■ **How to complete this task**
Find all lines in the records that include the word "Scotts", and copy them out.

☆ ☆ ☆ ☆ ☆

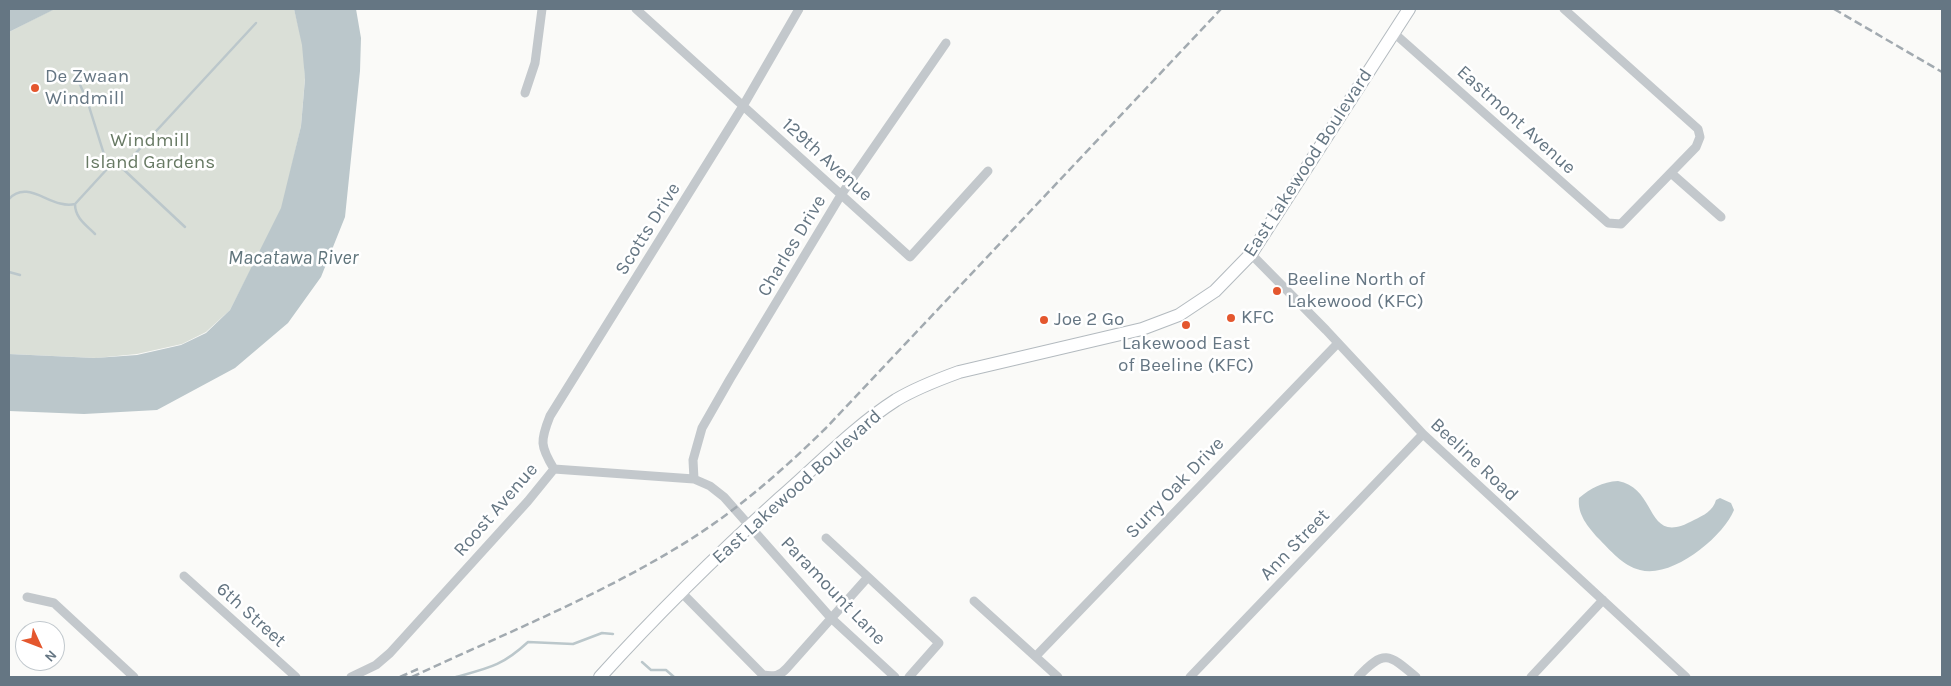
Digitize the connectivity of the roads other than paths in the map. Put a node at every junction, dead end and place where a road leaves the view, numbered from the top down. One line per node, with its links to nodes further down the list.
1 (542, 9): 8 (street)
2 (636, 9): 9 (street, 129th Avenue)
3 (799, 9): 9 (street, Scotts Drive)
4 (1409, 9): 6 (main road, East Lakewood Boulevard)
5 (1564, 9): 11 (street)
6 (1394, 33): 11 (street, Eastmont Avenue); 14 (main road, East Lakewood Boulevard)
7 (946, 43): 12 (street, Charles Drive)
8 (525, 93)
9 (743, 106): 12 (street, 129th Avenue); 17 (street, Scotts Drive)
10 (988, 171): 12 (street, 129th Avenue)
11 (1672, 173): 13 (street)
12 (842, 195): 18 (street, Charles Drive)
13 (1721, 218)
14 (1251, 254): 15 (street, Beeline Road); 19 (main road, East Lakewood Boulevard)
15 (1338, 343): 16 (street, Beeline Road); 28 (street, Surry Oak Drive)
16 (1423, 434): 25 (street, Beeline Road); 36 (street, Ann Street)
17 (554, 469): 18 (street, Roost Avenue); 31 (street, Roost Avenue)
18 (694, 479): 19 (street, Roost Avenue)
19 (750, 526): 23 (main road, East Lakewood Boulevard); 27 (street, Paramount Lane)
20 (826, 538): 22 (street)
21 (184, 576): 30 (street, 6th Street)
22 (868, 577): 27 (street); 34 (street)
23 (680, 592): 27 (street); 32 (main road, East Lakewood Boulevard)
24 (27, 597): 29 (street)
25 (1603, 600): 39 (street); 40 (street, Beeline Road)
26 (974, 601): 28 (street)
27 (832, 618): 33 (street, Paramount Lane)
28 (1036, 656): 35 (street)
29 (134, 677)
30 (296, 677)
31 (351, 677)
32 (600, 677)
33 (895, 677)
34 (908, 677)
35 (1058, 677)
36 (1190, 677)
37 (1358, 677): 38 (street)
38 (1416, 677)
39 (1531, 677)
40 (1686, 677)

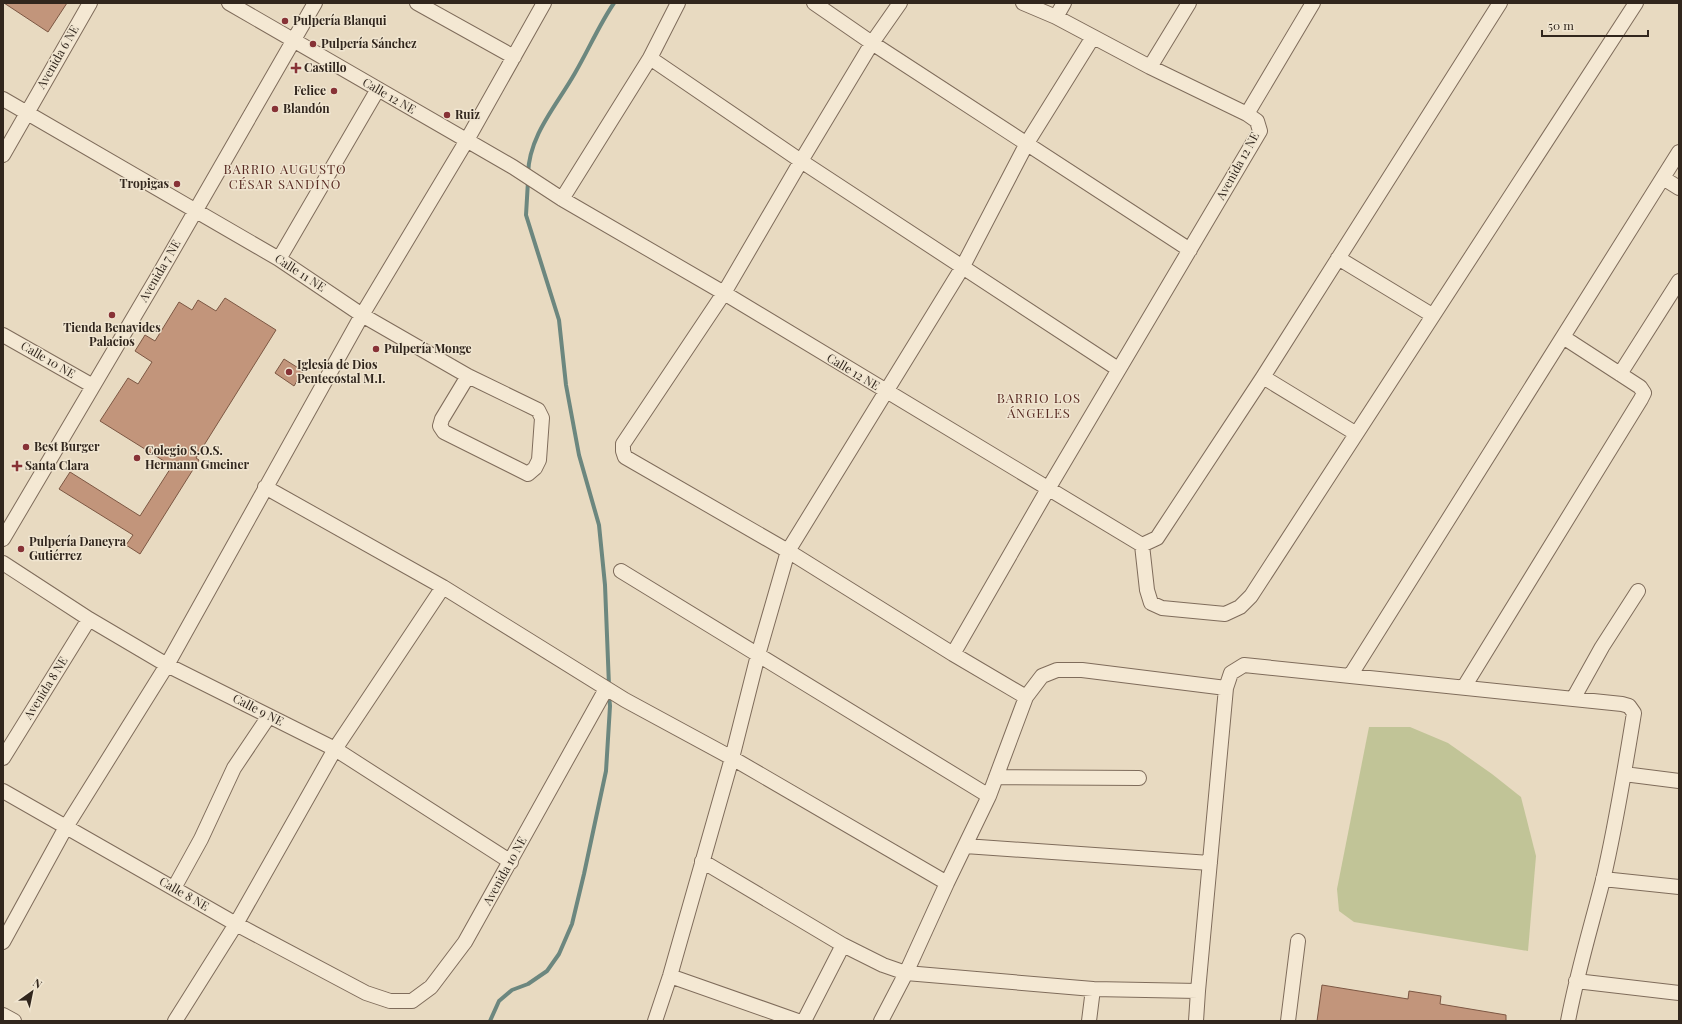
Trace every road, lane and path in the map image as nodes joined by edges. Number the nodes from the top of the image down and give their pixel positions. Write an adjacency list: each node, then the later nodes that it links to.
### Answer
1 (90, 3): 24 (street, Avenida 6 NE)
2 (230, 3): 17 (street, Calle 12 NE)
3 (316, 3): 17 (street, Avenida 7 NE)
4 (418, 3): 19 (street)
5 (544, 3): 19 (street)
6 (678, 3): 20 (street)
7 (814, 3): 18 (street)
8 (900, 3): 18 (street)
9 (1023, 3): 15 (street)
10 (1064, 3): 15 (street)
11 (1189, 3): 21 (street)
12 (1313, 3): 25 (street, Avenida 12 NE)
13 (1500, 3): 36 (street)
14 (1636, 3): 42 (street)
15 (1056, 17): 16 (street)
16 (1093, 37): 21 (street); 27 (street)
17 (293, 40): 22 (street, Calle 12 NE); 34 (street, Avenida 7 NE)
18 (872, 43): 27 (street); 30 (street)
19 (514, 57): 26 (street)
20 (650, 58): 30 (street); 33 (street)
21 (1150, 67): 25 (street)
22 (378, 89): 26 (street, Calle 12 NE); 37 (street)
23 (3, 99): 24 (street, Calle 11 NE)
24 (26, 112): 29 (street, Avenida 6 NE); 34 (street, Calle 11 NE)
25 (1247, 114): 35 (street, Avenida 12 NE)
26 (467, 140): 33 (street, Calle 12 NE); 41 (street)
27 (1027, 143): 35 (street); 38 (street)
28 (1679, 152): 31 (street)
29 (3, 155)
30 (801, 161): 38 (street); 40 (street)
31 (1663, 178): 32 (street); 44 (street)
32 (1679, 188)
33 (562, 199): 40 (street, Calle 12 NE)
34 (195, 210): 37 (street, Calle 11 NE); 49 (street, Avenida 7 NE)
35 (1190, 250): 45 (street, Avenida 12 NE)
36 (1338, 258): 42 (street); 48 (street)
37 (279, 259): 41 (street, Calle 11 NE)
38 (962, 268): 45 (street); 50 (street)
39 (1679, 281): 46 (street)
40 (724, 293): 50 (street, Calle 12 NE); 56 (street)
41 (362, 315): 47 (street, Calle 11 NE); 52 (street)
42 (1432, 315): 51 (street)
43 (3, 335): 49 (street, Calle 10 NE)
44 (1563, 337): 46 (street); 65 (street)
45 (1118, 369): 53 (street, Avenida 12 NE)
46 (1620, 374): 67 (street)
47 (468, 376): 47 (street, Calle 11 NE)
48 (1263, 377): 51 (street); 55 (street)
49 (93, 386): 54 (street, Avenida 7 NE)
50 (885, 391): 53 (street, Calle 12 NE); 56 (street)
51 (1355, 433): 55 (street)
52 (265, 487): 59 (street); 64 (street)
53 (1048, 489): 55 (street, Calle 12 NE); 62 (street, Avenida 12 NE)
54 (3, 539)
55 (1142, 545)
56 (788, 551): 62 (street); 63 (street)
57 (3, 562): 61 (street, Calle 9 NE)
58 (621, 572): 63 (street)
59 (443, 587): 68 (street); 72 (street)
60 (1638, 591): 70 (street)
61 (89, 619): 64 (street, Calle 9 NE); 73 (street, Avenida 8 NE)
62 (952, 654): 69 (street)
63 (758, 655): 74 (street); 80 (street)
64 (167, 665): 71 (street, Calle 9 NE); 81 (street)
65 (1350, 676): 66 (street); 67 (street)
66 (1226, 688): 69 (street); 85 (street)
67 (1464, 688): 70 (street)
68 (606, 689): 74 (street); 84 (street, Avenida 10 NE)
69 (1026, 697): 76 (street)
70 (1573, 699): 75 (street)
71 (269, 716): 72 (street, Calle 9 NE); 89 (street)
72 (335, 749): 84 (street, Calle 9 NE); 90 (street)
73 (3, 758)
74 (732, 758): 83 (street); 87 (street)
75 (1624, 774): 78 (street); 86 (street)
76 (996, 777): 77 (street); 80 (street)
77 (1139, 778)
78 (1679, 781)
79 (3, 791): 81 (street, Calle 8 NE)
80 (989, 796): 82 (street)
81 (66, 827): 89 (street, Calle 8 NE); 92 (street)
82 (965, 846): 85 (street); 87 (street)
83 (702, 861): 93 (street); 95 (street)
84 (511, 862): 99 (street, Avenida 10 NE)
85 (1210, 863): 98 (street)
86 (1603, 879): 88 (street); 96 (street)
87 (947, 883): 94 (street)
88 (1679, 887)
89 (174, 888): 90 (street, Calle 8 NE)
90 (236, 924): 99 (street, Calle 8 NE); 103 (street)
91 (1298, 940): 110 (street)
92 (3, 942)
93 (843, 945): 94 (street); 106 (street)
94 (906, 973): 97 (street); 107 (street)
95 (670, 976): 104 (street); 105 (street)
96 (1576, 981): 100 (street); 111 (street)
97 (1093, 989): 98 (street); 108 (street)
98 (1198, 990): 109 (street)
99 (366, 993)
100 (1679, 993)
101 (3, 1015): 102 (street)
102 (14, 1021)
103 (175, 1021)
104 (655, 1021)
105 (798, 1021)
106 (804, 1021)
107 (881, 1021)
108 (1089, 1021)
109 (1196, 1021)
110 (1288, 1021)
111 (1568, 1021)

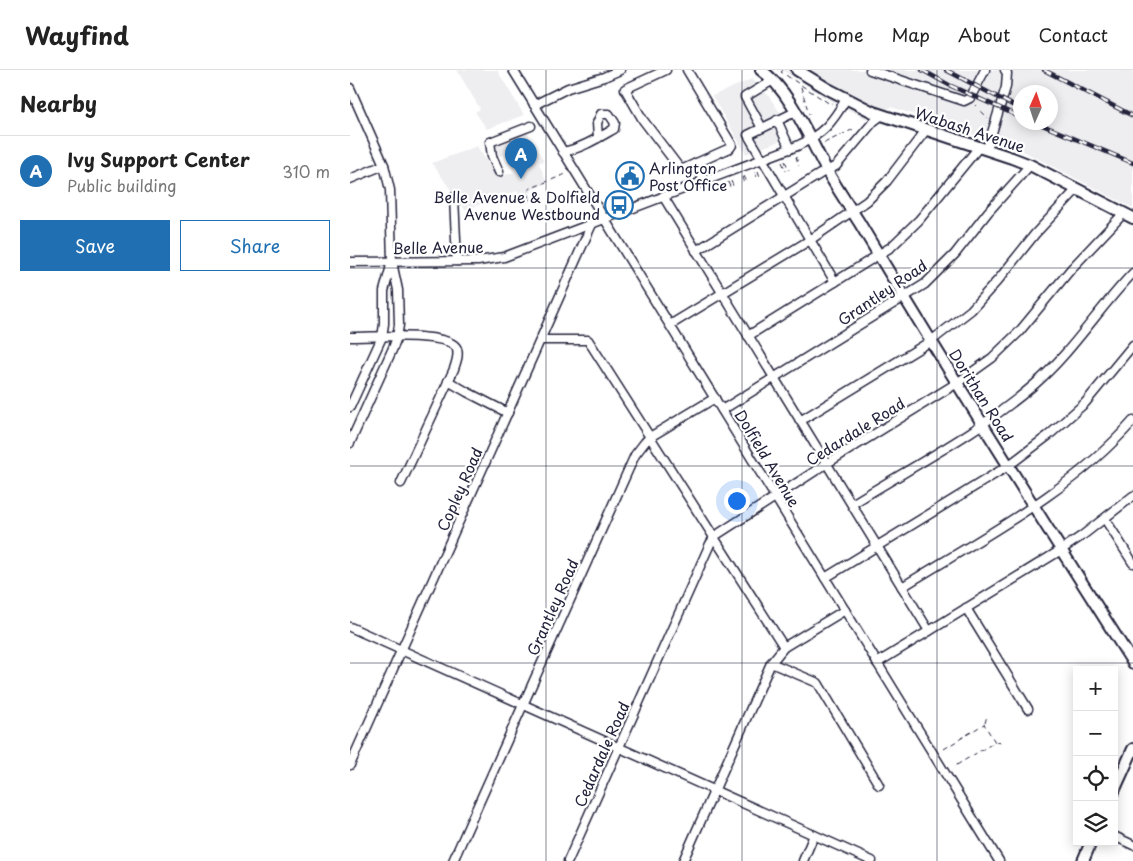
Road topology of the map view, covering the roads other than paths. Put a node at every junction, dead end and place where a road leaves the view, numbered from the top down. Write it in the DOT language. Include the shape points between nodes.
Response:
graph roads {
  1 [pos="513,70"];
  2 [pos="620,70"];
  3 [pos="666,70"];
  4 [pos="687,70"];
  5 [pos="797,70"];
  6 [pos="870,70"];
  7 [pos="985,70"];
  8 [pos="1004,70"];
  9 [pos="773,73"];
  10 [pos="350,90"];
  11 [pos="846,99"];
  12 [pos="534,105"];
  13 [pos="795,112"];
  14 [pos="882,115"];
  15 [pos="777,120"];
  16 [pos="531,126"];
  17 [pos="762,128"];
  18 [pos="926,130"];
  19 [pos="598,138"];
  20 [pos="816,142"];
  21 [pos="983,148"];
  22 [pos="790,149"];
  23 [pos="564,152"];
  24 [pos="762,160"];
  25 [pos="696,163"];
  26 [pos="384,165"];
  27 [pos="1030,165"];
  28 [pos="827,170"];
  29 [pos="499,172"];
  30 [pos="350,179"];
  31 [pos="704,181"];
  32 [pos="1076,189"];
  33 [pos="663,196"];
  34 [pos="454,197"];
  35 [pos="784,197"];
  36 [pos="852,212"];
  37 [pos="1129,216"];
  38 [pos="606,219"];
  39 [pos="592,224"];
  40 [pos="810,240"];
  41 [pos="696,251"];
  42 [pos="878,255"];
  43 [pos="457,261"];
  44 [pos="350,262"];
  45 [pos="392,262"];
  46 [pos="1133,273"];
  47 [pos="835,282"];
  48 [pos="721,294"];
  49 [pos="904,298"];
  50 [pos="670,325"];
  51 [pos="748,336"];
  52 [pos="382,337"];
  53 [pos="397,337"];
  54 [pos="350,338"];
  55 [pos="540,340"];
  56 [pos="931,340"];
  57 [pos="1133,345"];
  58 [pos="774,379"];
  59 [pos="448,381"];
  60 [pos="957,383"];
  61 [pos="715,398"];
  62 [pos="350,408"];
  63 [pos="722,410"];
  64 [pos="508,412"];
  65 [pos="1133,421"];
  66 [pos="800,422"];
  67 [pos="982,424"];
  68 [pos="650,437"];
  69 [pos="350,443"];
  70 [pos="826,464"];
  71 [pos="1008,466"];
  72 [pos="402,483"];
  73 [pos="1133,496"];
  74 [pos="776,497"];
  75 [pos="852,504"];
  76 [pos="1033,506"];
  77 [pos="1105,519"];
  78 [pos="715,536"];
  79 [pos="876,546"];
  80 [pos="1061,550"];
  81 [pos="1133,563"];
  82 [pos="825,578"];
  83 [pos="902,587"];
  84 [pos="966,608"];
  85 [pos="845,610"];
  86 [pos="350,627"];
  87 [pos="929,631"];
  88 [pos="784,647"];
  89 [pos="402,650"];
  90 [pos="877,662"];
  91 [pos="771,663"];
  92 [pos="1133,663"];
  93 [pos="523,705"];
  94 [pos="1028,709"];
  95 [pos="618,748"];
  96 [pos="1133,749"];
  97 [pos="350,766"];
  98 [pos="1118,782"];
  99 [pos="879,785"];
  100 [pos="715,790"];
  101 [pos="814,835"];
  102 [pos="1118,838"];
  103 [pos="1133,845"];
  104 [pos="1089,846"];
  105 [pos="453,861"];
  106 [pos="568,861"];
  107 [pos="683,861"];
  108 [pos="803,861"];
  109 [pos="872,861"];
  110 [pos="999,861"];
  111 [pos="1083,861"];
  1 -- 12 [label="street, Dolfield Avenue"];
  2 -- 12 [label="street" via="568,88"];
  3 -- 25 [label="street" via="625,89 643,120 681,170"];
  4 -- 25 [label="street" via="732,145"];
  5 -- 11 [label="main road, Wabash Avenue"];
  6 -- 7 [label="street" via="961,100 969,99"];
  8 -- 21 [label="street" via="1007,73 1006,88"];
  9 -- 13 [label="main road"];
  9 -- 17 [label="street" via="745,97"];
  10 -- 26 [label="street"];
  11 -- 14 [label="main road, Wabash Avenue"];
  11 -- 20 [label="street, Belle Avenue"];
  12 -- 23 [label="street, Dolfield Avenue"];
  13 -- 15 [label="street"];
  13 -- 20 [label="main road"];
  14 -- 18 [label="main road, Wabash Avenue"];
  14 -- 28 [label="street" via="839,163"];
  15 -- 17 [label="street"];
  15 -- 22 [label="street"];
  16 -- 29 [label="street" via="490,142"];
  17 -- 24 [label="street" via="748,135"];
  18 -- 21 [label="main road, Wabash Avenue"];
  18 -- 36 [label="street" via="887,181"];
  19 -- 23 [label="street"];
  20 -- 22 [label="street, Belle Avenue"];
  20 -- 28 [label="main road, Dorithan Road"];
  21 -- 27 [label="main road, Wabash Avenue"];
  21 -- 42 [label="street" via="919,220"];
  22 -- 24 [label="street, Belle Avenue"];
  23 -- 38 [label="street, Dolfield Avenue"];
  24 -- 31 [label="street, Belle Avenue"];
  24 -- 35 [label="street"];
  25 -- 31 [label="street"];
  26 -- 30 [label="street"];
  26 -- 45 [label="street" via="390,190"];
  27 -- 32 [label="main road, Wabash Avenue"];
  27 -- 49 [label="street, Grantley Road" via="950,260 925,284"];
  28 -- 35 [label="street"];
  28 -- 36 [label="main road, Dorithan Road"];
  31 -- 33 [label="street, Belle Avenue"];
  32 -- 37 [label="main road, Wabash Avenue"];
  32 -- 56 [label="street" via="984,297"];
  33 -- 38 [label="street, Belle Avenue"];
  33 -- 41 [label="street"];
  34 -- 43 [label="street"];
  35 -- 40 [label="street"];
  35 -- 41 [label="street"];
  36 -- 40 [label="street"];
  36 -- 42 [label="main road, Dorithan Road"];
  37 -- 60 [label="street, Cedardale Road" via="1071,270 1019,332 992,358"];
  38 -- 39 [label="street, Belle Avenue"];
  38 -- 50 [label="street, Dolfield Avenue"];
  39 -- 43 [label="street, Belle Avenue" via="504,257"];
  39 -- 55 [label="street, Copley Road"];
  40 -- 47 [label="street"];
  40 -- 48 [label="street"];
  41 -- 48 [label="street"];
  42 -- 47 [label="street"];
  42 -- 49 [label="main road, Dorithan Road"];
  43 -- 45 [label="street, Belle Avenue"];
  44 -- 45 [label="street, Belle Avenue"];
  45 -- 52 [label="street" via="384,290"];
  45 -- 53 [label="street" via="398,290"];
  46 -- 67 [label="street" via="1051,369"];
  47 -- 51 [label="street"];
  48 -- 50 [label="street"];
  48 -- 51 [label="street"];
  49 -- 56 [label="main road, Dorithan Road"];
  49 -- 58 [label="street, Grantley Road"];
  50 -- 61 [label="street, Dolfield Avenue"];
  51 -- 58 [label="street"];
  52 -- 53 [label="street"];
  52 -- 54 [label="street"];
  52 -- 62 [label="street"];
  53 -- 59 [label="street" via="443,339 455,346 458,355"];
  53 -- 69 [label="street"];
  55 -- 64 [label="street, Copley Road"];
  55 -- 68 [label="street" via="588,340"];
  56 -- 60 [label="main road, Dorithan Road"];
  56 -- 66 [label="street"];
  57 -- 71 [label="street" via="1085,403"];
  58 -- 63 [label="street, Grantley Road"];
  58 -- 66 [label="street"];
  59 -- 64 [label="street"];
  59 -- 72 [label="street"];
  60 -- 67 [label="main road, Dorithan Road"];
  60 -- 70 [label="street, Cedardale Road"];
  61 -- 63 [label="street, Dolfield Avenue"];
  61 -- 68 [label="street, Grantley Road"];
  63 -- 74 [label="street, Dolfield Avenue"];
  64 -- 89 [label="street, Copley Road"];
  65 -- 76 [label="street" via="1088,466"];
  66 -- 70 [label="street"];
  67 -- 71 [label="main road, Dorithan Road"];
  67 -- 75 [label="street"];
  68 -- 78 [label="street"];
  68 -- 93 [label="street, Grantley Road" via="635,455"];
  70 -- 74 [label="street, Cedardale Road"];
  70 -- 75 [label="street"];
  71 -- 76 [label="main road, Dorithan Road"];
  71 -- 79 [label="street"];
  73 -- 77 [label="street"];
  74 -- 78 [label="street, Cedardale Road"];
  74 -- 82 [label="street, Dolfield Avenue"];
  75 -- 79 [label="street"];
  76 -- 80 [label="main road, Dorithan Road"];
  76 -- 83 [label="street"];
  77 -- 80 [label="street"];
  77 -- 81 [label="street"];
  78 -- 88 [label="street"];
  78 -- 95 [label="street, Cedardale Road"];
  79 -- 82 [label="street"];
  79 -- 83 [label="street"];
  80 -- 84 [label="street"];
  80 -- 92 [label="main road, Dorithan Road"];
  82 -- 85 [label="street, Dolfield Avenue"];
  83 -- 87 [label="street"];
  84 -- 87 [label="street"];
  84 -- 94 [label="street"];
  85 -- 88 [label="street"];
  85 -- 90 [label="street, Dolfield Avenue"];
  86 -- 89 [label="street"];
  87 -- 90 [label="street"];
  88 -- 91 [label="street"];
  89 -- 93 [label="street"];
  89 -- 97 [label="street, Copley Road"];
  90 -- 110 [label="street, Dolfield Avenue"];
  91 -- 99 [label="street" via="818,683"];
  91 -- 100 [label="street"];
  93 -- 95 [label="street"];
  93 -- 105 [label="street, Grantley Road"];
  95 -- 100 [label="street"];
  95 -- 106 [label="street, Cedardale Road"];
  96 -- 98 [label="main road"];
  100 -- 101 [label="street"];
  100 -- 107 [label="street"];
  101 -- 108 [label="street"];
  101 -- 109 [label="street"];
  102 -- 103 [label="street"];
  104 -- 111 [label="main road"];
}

☆ ☆ ☆ ☆ ☆

■ **Answer to the problem**
3 (799, 9): 9 (street, Scotts Drive)
9 (743, 106): 12 (street, 129th Avenue); 17 (street, Scotts Drive)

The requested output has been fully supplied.